Reacting Flows Computational Research
Ongoing reacting flows computational research includes a range of activities to address computational and analysis challenges in hydrocarbon-air flames. Efficient codes have been developed for computations of flames with detailed chemical kinetic models in 2D rectangular/axisymmetric flow. This includes both uniform and adaptive-mesh refinement codes that employ both distributed and shared memory parallelism, allowing optimal computational hardware use.

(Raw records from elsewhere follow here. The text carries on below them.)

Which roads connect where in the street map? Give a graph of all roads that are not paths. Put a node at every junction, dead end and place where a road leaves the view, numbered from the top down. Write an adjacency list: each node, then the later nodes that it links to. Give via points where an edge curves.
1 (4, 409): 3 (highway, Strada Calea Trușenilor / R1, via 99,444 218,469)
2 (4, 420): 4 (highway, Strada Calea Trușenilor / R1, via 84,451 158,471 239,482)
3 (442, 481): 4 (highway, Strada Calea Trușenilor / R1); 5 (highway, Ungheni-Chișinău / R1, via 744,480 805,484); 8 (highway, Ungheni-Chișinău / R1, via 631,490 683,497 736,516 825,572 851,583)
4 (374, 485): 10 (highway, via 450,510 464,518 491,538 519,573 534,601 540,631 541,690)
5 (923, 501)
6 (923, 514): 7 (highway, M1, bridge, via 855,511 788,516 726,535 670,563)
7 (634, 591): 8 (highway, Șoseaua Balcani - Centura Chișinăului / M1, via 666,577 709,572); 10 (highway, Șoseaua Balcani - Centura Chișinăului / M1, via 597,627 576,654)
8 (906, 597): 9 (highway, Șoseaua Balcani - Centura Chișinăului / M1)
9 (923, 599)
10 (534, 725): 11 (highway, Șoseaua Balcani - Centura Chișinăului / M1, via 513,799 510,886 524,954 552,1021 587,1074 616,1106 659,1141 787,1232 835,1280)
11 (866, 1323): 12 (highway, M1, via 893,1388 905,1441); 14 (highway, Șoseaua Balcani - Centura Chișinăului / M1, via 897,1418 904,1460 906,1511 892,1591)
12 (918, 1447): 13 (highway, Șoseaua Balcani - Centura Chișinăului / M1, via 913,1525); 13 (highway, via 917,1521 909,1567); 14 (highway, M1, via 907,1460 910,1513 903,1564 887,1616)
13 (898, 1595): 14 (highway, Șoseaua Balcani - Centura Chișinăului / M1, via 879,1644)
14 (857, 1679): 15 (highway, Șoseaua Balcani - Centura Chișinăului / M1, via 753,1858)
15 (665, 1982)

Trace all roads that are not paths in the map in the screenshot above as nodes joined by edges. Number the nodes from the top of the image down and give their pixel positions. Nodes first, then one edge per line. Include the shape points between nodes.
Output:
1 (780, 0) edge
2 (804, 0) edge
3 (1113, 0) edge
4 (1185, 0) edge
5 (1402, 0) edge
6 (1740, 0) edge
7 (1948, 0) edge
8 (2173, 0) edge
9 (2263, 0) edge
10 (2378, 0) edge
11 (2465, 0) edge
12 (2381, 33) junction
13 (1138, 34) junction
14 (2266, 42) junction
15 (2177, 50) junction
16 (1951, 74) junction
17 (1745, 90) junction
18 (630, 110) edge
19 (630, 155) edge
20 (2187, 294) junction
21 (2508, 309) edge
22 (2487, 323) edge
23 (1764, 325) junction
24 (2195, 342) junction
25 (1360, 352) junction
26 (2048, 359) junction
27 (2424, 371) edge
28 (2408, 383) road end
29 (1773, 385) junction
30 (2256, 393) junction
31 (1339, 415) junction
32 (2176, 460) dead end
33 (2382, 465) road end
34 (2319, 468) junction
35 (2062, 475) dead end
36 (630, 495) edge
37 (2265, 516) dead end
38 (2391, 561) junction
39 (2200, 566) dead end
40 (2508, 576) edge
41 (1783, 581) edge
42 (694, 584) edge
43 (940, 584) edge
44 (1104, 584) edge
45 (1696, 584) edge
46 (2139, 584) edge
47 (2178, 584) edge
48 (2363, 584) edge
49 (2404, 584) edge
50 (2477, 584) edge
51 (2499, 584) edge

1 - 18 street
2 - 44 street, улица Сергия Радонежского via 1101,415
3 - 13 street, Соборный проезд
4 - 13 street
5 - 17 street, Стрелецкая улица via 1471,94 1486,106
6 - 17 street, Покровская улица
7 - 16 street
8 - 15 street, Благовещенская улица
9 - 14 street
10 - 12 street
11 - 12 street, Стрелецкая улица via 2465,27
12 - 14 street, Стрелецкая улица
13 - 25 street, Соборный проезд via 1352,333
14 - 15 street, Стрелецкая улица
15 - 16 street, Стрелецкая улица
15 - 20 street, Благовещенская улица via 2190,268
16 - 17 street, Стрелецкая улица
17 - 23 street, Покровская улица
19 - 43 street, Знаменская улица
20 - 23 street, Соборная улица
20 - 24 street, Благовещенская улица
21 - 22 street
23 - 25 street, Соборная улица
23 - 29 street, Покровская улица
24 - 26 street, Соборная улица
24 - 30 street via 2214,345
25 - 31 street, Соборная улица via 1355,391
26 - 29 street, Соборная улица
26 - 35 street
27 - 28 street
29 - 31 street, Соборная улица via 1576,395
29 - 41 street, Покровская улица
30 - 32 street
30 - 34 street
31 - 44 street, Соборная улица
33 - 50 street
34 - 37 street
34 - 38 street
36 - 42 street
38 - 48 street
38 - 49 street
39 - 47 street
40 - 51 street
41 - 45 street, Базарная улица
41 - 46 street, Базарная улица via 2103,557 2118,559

These tools have been used to study a range of reacting flows, including flame-vortex interaction, edge flames, and laminar jet flames, with hydrocarbon fuels such as methane, propane, n-heptane, and iso-octane. Moreover, CRF researchers have developed a flexible thermochemistry toolkit (TChem), useful for homogeneous chemical studies. Also, computational singular perturbation (CSP) tools are developed and used for analysis of resulting reacting flow databases, and for associated development of reduced chemical models. Moreover, CSP is used in efficient adaptive time integration approaches for chemical models of complex hydrocarbon fuels, employing tabulation of CSP analysis information. The Computational Facility for Reacting Flows Science performs work on both adaptive mesh refinement and CSP tabulation.
Broadly, these evolving computational and analysis capabilities enable targeted reacting flow studies resulting in enhanced understanding of laboratory-scale reacting flows with complex fuels.